The downloaded personalization package will not be stored locally on the node
for longer than it is needed while unpacking it and adding its files to the
instance being created. The personalization package will be overlayed on top
of the instance filesystem after the scripts that created it have been
executed. In order for the files in the package to be automatically overlayed
on top of the instance filesystem, it is required that the appliance is
actually able to mount the instance's disks. As a result, this will not work
for every filesystem.
* Combine a disk image, OS scripts, and a personalization package
It will possible to combine a disk image, OS scripts, and a personalization
package, both with or without a virtualized environment (see the exception
below). At least, an installation medium or OS scripts should be specified.

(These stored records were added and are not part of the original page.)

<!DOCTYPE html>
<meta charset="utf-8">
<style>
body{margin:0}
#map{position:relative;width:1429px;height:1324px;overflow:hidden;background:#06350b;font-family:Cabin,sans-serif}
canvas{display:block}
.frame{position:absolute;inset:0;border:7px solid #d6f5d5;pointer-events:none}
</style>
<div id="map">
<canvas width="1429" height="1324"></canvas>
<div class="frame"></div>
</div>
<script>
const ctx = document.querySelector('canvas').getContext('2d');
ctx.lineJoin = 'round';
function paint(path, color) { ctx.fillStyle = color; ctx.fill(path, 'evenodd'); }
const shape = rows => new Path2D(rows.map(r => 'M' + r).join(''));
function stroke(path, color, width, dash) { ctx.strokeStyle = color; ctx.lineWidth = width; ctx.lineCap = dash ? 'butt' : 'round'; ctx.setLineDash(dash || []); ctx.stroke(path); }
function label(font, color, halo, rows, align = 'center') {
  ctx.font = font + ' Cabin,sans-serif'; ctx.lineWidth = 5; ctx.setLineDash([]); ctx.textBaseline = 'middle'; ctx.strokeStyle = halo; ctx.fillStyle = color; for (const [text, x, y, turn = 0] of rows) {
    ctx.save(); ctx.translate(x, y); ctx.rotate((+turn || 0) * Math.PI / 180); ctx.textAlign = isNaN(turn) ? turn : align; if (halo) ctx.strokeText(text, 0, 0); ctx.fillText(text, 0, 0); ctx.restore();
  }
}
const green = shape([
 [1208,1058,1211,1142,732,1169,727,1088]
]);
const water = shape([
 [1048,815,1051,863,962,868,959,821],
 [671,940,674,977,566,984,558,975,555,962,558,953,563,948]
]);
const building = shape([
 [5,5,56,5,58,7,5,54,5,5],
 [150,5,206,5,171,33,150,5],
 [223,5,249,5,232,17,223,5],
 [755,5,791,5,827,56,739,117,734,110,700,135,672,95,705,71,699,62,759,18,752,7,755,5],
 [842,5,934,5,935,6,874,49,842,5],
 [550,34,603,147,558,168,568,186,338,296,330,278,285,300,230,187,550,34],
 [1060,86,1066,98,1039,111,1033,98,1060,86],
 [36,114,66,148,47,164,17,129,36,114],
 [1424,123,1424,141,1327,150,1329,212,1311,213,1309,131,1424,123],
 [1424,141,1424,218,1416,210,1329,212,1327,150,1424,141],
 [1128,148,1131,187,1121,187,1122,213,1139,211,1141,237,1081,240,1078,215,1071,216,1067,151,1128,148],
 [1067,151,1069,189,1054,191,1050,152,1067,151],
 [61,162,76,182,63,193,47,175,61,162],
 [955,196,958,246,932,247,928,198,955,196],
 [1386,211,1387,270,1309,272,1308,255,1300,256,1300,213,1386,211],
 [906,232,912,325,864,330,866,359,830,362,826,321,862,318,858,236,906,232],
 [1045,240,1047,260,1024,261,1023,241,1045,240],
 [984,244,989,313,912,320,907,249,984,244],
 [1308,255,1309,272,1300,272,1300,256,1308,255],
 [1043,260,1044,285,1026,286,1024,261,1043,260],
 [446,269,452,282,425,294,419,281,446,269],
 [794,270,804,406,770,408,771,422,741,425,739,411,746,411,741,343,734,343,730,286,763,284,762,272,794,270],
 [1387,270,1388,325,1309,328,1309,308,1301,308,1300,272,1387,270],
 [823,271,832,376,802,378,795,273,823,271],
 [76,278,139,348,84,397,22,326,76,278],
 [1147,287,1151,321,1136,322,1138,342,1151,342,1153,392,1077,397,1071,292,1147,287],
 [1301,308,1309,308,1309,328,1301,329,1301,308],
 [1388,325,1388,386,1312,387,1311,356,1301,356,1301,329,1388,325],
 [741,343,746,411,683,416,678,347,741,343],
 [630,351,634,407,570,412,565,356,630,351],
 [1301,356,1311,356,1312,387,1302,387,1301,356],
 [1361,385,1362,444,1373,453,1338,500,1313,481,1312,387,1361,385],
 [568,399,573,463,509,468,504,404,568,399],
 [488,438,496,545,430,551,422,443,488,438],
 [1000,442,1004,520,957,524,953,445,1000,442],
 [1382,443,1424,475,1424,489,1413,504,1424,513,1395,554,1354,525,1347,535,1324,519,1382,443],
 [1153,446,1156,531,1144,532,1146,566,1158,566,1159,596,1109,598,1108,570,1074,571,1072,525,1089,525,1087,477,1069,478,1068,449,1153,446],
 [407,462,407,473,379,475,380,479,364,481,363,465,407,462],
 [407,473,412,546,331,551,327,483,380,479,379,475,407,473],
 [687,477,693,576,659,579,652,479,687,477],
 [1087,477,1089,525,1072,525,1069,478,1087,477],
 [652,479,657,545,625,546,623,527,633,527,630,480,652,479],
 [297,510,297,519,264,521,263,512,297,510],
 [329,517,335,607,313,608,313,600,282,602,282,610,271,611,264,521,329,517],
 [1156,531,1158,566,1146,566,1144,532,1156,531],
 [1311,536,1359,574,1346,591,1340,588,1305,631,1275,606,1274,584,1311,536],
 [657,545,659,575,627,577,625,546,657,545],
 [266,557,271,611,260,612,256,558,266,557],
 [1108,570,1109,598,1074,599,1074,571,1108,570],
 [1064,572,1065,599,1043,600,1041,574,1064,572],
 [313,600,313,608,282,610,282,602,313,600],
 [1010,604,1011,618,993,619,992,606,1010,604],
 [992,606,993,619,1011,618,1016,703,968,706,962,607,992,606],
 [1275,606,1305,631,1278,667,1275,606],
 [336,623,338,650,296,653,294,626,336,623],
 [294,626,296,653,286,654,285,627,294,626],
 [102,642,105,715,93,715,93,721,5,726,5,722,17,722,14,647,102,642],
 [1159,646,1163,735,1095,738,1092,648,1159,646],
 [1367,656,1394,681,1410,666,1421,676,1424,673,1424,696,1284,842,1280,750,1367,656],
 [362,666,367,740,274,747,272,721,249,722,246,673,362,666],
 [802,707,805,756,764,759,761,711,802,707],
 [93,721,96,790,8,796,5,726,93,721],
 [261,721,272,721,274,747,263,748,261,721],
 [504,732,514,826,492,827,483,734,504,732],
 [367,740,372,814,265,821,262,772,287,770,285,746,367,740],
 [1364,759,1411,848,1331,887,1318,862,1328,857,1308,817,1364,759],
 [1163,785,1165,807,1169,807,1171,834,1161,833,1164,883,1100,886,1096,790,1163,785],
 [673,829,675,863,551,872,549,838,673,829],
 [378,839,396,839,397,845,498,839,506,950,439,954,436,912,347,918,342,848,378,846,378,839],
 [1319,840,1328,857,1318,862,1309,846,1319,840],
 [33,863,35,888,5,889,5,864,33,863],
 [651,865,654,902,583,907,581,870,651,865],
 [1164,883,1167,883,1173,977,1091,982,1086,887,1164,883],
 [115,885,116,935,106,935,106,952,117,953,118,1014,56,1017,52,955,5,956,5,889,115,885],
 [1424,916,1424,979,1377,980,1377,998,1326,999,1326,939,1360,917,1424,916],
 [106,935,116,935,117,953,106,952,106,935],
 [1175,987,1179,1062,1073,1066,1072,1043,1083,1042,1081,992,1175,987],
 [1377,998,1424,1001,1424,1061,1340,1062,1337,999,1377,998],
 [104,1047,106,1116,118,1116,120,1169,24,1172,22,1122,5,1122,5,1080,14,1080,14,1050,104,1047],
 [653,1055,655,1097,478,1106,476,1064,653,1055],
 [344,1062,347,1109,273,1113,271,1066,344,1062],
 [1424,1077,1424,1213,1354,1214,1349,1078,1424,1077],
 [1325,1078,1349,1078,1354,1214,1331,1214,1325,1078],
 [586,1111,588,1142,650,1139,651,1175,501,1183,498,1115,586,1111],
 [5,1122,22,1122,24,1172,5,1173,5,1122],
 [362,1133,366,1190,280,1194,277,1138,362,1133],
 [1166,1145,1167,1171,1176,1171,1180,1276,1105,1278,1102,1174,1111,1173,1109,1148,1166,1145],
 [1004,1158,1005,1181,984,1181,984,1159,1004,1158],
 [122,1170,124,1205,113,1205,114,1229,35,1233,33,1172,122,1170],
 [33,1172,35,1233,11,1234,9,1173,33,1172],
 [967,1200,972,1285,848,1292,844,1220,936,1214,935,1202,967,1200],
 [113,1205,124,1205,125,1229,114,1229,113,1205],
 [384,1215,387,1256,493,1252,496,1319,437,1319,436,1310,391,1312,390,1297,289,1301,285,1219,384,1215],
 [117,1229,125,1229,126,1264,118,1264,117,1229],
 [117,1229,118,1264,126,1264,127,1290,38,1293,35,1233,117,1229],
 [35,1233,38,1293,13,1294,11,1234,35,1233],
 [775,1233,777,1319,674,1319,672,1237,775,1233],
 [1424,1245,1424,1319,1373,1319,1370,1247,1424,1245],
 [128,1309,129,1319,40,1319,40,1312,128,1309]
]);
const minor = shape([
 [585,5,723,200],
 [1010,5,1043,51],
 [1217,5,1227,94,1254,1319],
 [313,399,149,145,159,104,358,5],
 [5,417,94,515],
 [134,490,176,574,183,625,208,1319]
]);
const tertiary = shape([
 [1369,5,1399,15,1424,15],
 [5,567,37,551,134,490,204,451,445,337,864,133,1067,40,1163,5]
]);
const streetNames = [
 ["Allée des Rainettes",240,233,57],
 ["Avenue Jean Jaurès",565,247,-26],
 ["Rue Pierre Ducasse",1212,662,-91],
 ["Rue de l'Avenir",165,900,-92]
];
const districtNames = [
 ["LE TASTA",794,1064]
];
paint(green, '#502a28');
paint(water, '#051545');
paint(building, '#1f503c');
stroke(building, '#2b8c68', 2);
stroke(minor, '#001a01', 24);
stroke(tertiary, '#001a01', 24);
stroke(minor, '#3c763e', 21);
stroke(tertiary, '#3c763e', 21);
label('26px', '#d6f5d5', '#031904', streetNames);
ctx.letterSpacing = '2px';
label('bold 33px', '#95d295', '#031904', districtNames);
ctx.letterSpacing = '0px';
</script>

The disk image of the actual virtual appliance, which bootstraps the virtual
environment used in the installation procedure, will be read only, so that a
pristine copy of the appliance can be started every time a new instance needs
to be created and to further increase security. The data the instance needs
to write at runtime will only be stored in RAM and disappear as soon as the
instance is stopped.
The parameter ``--enable-safe-install=yes|no`` will be used to give the
administrator control over whether to use a virtualized environment for the
installation procedure. By default, a virtualized environment will be used.

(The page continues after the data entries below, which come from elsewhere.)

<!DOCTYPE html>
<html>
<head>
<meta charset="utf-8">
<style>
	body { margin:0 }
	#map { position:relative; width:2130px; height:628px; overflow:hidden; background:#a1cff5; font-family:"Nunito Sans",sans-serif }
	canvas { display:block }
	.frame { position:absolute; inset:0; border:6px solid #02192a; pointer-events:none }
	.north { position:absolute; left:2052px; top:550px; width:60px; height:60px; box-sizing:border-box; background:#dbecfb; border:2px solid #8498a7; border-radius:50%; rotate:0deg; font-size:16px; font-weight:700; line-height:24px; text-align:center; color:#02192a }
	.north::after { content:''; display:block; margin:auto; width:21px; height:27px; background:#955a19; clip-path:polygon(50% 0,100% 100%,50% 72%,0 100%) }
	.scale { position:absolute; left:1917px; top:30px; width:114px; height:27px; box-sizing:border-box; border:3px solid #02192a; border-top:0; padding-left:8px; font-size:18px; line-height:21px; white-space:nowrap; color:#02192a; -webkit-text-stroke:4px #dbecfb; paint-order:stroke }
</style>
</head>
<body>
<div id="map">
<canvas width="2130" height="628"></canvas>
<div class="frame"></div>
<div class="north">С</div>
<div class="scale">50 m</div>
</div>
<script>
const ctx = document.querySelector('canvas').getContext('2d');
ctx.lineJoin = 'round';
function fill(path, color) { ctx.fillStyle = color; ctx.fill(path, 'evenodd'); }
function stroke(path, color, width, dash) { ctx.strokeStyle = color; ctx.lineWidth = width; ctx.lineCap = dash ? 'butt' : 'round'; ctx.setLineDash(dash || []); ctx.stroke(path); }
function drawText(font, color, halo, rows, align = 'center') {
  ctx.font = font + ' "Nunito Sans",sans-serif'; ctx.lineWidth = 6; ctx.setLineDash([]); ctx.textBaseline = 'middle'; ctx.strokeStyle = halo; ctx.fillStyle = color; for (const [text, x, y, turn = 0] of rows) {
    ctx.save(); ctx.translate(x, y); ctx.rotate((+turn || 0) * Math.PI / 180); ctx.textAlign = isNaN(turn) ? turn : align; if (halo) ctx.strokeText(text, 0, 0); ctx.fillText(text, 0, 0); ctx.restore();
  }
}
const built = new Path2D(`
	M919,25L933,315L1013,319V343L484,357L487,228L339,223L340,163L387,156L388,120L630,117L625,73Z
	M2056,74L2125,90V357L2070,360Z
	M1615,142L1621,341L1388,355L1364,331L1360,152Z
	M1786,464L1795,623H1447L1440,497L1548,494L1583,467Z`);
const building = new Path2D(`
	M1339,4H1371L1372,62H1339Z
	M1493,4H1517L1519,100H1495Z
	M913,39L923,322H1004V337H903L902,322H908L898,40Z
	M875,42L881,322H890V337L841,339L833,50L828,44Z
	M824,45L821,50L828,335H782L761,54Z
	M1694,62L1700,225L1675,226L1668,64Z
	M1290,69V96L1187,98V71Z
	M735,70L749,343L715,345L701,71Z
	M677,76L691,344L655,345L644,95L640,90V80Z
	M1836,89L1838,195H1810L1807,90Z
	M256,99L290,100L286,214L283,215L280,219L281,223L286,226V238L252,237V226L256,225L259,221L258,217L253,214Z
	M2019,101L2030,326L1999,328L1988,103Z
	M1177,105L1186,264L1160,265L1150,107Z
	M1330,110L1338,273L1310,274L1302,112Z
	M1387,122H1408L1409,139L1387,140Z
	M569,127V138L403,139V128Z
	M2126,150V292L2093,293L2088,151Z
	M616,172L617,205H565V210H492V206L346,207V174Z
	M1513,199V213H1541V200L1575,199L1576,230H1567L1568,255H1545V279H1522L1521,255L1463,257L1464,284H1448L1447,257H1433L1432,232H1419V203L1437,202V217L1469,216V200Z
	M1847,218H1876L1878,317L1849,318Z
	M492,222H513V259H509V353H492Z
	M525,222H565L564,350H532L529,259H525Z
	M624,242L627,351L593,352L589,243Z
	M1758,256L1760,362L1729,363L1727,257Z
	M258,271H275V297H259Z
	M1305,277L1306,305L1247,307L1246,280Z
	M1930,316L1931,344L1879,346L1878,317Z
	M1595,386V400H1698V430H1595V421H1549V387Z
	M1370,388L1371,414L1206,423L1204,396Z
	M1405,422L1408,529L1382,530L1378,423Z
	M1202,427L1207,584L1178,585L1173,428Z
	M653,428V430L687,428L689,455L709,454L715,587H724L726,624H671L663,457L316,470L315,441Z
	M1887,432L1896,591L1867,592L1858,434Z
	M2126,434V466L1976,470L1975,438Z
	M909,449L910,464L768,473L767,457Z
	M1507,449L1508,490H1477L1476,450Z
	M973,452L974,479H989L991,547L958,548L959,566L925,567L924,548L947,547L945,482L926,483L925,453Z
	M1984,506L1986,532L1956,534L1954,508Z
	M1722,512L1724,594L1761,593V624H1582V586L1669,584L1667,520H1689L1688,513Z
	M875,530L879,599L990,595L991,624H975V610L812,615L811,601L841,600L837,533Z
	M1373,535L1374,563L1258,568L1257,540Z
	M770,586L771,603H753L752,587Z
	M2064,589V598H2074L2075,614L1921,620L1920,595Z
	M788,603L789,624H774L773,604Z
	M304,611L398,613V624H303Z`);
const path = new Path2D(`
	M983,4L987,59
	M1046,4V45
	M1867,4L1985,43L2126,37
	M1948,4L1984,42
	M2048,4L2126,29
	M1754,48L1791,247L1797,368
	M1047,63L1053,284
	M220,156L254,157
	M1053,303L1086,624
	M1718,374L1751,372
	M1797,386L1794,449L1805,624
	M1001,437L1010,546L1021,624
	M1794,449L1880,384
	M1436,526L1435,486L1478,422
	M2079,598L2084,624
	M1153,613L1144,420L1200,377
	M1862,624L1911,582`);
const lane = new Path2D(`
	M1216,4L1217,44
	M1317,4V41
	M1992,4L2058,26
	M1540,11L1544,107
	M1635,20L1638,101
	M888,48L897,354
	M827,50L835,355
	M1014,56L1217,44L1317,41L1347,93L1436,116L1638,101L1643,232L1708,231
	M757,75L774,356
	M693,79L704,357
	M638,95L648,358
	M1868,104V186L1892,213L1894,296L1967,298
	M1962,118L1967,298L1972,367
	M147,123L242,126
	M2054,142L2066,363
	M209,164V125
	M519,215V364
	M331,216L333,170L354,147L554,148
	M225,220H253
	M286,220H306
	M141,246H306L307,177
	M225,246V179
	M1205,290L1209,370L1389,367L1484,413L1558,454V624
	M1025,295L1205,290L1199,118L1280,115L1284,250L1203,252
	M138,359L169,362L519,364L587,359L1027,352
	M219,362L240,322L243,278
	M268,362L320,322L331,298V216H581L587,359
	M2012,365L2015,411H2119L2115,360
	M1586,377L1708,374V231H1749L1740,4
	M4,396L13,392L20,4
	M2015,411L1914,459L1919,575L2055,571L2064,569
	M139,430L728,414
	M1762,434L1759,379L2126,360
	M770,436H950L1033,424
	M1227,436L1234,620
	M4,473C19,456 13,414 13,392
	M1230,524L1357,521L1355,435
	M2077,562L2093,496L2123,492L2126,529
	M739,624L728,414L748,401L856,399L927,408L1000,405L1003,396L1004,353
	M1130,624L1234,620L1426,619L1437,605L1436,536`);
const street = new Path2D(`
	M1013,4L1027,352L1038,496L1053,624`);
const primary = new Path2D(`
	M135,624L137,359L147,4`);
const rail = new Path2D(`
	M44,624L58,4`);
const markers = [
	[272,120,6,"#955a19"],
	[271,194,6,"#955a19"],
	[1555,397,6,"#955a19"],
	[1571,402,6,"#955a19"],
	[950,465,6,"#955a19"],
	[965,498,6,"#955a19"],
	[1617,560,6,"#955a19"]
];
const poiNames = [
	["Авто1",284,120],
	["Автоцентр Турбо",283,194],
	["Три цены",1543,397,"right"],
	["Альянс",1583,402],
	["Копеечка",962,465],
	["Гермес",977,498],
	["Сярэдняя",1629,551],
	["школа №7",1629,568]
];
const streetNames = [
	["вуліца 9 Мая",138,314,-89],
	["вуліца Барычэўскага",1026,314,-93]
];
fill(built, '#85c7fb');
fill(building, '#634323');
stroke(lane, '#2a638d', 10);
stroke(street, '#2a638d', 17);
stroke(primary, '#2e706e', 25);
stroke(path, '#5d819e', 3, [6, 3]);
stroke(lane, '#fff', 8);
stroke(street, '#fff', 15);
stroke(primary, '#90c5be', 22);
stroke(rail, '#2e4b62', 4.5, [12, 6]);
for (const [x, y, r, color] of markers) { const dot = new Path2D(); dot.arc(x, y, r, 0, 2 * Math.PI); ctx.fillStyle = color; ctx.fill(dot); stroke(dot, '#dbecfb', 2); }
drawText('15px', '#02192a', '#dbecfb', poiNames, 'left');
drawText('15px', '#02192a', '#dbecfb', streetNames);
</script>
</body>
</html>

Note that some feature combinations, such as, using untrusted scripts, will
require the virtualized environment. In this case, Ganeti will not allow
disabling the virtualized environment.
Implementation
==============
The implementation of this design will happen as an ordered sequence of steps,
of increasing impact on the system and, in some cases, dependent on each other:
#. Private and secret instance parameters
#. Communication mechanism between host and instance
#. Metadata service
#. Personalization package (inside a virtualization environment)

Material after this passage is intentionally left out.